Milenko Divac, the father of former Kings center Vlade Divac, died in a car crash Tuesday in Cacak, Serbia. He was 77.
Vlade Divac’s mother, Radmila, was also in the crash but is expected to survive, according to reports from Serbia.
The car reportedly hit a light pole before going off the road and rolling several times. It wasn’t clear who was driving.
Divac said via his Twitter account: “Thank you everyone for your condolences and support.”
Divac played for the Kings from 1998 to 2004 and is one of the most beloved players in Sacramento history. He is one of three Sacramento players to have his jersey retired by the franchise. His No. 21 hangs in the rafters at Sleep Train Arena with Mitch Richmond’s No. 2 and Chris Webber’s No. 4.
Divac and Webber were the catalysts behind the most successful era of Sacramento basketball, which included a trip to the 2002 Western Conference finals.
Divac was a first-round pick of the Los Angeles Lakers in 1989. The happenings in his homeland were always on his mind.
“The thing I remember the most about his parents is when they were having the war out there and Vlade would be trying to call his parents before and after games to make sure they were OK,” Kings television play-by-play announcer Grant Napear said. “It was such a troubling time because the bombings over in that part of the world were so frequent. I remember him in the back room in (director of sports medicine) Pete Youngman’s office trying to always get on the phone to see if they were OK and watching all the news accounts.”
Napear also visited Serbia in 2007 when the country held festivities to honor Divac.
“I had a chance to be over in his hometown when we toured Serbia with him and he was like most people: He was unbelievably close with his parents,” Napear said. “It’s tragic; it’s devastating for him to get the call like that. I can’t even imagine what he’s going through.”
Divac is currently the head of the Serbian Olympic Committee.
Moving rights – When Cleveland traded Andrew Bynum and draft picks to Chicago for Luol Deng, one of the picks was a conditional first-round pick from Sacramento.
That pick is from a 2011 trade in which the Cavaliers acquired the rights to the pick along with Omri Casspi for J.J. Hickson.
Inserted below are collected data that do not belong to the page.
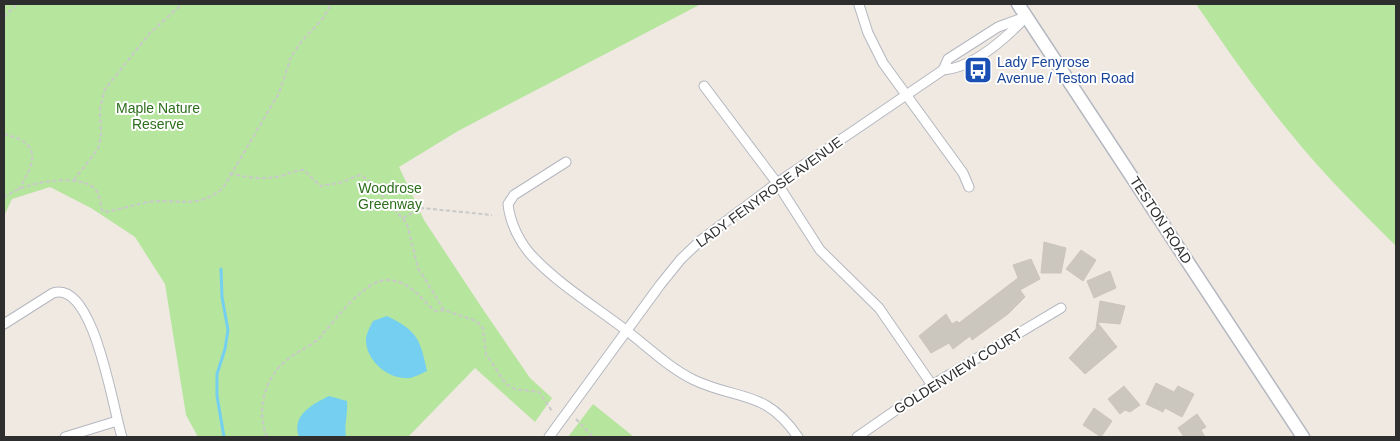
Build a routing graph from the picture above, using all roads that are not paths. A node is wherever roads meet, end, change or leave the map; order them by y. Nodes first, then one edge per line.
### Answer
1 (1018, 4) edge
2 (859, 5) edge
3 (1027, 16) junction
4 (944, 70) junction
5 (704, 86) dead end
6 (908, 95) junction
7 (566, 162) dead end
8 (777, 183) junction
9 (969, 187) dead end
10 (1062, 308) dead end
11 (4, 324) edge
12 (625, 330) junction
13 (932, 385) junction
14 (117, 421) junction
15 (64, 437) edge
16 (122, 437) edge
17 (549, 437) edge
18 (798, 437) edge
19 (857, 437) edge
20 (1303, 437) edge

1 - 3 main road, TESTON ROAD
2 - 6 street
3 - 4 street, LADY FENYROSE AVENUE
3 - 4 street, LADY FENYROSE AVENUE
3 - 20 main road, TESTON ROAD
4 - 6 street, LADY FENYROSE AVENUE
5 - 8 street
6 - 8 street, LADY FENYROSE AVENUE
6 - 9 street
7 - 12 street
8 - 12 street, LADY FENYROSE AVENUE
8 - 13 street
10 - 13 street, GOLDENVIEW COURT
11 - 14 street
12 - 17 street, LADY FENYROSE AVENUE
12 - 18 street
13 - 19 street, GOLDENVIEW COURT
14 - 15 street
14 - 16 street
The pick is top-12 protected for the Kings in 2014 and top-10 protected from 2015 to 2017. If Chicago does not receive a first-round pick from the Kings by 2017, the Bulls would receive a second-round pick.
The Kings entered Tuesday’s game against Portland with the fourth-worst record in the NBA. At that pace, the worst the Kings could finish in the draft lottery would be seventh, if three teams with better records moved ahead of them in the lottery.